I was reminded of COM when I saw the slides for Kevlin Henney’s presentation Worse is better, for better or for worse. Henney quotes William Cook’s paper that has this to say about COM:
To me, the prohibition of inspecting the representation of other objects is one of the defining characteristics of object oriented programming. …
One of the most pure object-oriented programming models yet defined is the Component Object Model (COM). It enforces all of these principles rigorously. Programming in COM is very flexible and powerful as a result.
And yet programming COM was painful. I wondered at the time why something so elegant in theory was so difficult in practice. I have some ideas on this, but I haven’t thought through them enough to write them down.

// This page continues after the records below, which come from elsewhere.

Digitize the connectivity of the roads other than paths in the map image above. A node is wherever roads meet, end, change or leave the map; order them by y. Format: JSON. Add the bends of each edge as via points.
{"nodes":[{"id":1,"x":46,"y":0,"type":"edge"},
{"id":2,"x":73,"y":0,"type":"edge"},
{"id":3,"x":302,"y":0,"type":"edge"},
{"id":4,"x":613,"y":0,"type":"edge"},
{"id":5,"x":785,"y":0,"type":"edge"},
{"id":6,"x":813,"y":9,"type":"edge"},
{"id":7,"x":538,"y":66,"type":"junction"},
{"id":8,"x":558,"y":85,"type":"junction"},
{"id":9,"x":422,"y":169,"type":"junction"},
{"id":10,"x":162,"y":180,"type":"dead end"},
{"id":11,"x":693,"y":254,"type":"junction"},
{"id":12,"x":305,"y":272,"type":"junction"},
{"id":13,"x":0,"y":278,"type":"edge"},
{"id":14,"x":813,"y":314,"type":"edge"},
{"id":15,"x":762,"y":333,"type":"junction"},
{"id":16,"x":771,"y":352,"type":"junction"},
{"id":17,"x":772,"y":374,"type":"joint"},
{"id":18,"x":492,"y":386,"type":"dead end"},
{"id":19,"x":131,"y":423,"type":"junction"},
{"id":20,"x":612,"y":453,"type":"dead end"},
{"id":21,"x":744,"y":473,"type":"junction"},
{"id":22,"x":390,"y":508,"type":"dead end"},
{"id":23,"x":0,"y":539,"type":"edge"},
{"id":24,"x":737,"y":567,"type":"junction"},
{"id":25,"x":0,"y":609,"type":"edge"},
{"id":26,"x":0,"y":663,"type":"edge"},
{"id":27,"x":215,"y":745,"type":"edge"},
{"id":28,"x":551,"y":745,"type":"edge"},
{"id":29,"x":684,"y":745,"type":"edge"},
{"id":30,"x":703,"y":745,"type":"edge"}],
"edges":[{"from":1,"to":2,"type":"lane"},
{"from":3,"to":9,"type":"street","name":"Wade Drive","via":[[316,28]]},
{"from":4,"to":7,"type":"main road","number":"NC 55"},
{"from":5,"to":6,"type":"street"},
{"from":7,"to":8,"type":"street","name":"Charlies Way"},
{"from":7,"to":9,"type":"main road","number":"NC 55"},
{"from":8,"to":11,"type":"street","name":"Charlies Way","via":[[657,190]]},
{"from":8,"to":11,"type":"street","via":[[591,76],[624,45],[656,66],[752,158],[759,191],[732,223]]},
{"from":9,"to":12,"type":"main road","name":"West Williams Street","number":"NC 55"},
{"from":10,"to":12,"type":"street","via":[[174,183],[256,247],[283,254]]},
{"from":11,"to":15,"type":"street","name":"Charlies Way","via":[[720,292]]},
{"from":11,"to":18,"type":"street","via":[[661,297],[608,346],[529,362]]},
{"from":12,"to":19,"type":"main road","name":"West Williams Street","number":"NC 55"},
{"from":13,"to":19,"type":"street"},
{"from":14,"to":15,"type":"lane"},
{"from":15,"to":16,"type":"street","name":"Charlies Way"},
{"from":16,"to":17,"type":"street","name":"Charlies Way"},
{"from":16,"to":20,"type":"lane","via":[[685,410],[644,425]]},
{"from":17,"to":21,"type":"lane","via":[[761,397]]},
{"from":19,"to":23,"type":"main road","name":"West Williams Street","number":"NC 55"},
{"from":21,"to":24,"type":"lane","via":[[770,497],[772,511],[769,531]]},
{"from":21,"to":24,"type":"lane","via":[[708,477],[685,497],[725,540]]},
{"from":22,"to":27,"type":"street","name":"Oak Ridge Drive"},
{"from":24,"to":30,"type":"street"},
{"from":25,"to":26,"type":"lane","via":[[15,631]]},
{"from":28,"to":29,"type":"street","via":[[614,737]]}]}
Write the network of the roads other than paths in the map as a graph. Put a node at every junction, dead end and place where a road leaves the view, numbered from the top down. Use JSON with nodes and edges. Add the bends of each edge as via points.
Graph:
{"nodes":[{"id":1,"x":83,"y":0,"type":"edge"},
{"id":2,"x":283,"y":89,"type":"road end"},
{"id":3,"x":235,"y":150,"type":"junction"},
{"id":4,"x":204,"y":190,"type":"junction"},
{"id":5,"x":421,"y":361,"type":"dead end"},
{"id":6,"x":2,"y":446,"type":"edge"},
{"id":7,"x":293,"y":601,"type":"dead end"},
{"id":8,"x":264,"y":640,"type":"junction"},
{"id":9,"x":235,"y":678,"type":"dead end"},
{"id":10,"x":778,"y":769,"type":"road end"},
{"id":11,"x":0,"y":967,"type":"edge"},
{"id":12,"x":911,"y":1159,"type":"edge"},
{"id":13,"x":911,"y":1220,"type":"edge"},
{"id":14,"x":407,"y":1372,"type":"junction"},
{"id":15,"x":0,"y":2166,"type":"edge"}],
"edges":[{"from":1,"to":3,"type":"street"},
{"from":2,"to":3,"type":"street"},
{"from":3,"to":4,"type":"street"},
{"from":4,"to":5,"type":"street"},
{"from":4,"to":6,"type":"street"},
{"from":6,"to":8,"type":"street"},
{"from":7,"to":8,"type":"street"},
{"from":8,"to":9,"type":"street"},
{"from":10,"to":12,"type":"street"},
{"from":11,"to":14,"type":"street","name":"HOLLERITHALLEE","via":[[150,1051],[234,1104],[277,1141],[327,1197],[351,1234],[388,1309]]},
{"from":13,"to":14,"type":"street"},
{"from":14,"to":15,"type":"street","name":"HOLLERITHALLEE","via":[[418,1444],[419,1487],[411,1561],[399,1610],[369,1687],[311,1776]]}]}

Just as I was starting to grok COM, someone from Microsoft told me “COM is dead” and hinted at a whole new approach to software development that would be coming out of Microsoft, what we now call .NET.
COM had some good ideas, and some of these ideas have been reborn in WinRT. I’ve toyed with the idea of a blog post like “Lessons from COM,” but I doubt I’ll ever write that. This post is probably as close as I’ll get.
By the way, this post speaks of COM in the past tense as is conventional: we speak of technologies in the past tense, not when they disappear, but when they become unfashionable. Countless COM objects are running on countless machines, including on Mac and Unix systems, but COM has definitely fallen out of fashion.